The index of the Series commences at 0 and goes all the way up to -1, which is its length, by default.

Example 4: Generating a Series from an Array Having an Index

To establish a Series using a manually stated index rather than the default, the index argument requires a list of entries with an equal range of items as the array’s size.

Here, we assign the “day” dataset a customized list ([“s”, “u”, “n”, “d”, “a,” “y”) by supplying it as the input for the index argument.

The output is shown in the following:

The list you specified while generating the series has now taken the place of the default 0 indexed tags (0, 1, 2, 3). The most prevalent label, however, strings because it provides access to a completely different search technique.

Example 5: Generating a Series from a Dictionary

Dictionaries are groups of data that are structured as key combinations in Python. Only one data value is associated with each key, which is unique. A sample can be seen in the following series approach:

We declare a dictionary using the curly braces {} much like we do while we build a list. In this case, the variable “dt” is allocated to refer to the object. The key-value pairs are contained inside the “dt”. For instance, the “5” value key is “pandas”. The pd.Series() function is now invoked with the dictionary as the parameter.

When you call the print statement, you will get the output shown in the following image:

You could observe a difference between this example and the others. The default index tags are swapped with the keys in our dictionary. Now, we can retrieve the values from our series based on either its numeric or string label. Dictionary transformation to series is a quick and easy technique to specify a unique index and keep the key values.

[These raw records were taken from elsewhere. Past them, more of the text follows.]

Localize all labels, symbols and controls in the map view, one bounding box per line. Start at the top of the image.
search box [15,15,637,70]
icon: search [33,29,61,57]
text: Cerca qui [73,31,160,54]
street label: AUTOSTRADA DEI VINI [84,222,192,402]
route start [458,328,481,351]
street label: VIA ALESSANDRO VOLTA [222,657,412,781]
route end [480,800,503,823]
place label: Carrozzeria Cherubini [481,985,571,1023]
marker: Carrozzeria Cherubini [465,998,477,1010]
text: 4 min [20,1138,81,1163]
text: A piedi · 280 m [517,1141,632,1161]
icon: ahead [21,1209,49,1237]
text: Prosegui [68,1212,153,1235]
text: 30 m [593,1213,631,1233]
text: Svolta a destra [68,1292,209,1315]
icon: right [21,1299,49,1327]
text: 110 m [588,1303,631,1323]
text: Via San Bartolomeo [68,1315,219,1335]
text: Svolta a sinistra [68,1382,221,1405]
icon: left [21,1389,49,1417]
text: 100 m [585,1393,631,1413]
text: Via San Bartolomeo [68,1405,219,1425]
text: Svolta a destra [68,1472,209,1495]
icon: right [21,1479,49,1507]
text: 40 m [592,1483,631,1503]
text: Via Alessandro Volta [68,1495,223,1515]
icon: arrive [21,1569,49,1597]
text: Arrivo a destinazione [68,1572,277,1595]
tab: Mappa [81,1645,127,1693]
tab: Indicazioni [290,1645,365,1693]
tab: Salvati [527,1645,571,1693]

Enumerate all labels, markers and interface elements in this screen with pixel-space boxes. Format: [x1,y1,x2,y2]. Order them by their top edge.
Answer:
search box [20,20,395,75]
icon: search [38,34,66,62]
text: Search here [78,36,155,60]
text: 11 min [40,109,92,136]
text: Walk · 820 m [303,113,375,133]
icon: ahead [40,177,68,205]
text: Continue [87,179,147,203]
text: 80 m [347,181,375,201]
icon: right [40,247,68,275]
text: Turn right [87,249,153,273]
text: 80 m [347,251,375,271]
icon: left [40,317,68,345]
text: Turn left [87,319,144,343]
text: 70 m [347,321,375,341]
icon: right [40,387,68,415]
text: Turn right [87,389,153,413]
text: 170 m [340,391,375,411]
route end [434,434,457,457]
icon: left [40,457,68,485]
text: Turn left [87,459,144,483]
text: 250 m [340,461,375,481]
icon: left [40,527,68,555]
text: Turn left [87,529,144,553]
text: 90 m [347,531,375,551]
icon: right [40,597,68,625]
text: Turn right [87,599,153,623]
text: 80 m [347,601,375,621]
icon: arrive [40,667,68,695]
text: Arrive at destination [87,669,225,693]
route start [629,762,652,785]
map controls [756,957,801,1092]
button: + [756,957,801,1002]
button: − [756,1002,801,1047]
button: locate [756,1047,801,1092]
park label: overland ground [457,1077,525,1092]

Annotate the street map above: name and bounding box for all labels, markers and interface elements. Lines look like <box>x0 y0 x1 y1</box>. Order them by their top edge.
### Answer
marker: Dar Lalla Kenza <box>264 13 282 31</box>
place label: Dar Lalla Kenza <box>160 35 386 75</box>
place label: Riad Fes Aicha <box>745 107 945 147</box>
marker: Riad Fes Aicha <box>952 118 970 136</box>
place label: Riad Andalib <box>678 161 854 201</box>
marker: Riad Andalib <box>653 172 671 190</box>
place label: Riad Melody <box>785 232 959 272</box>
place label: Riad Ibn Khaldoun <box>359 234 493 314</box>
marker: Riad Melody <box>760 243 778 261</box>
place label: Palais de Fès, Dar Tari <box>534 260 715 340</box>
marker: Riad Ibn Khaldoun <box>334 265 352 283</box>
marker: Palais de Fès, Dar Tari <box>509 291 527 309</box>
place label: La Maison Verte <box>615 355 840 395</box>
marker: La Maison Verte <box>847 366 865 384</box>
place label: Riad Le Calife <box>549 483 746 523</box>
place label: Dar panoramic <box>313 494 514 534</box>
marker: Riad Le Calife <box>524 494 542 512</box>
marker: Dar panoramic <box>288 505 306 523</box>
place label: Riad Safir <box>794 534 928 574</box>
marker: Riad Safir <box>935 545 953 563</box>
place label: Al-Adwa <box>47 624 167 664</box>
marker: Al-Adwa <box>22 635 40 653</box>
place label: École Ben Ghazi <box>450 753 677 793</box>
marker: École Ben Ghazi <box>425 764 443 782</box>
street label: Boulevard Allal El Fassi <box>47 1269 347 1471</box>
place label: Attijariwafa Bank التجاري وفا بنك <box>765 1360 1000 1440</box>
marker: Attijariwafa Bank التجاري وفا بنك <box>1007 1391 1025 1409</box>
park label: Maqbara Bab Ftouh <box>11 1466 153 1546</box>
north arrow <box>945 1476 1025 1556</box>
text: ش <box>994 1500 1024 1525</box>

Example 6: Generating a Series from Scalar Values

An index should be specified to generate a series if the input is a scalar value. To correspond with the index’s length, this value would be replicated.

The terminal shows the following output when you run the print statement:

Example 7: Generating a Series from NumPy Function

NumPy has a variety of functions that can be employed to build Series, including the numpy.linspace() and numpy.random.radn() functions. In this illustration, we will use the numpy.linspace() method to create the Series.

In the previous code snippet, we initialized two variables: “sr1” and “sr2”. We invoked the np.linspace() function inside the braces of the pd.series function and passed the 3 parameters – lowest value, highest value, and the length of the array. Then, we employed the print() statement to display both the Series, one after another.

The resultant screen is given in the following:

Conclusion

In today’s discussion, we have chosen the topic “pandas.series()” function. We divided the article into two sections: introduction and examples. In the first part of the article, we introduced you to the Pandas Series: what they are and why we use them in Python. In the next section, we defined and explained the different methods to create a Series. We elaborated on the seven different techniques to generate a Series using the Pandas Series function and tried to explain all the steps carried out in the example codes that we used for practical implementation on Spyder. We hope that this article helps you in learning the Pandas Series module.

About the author

Aqsa Yasin

I am a self-motivated information technology professional with a passion for writing. I am a technical writer and love to write for all Linux flavors and Windows.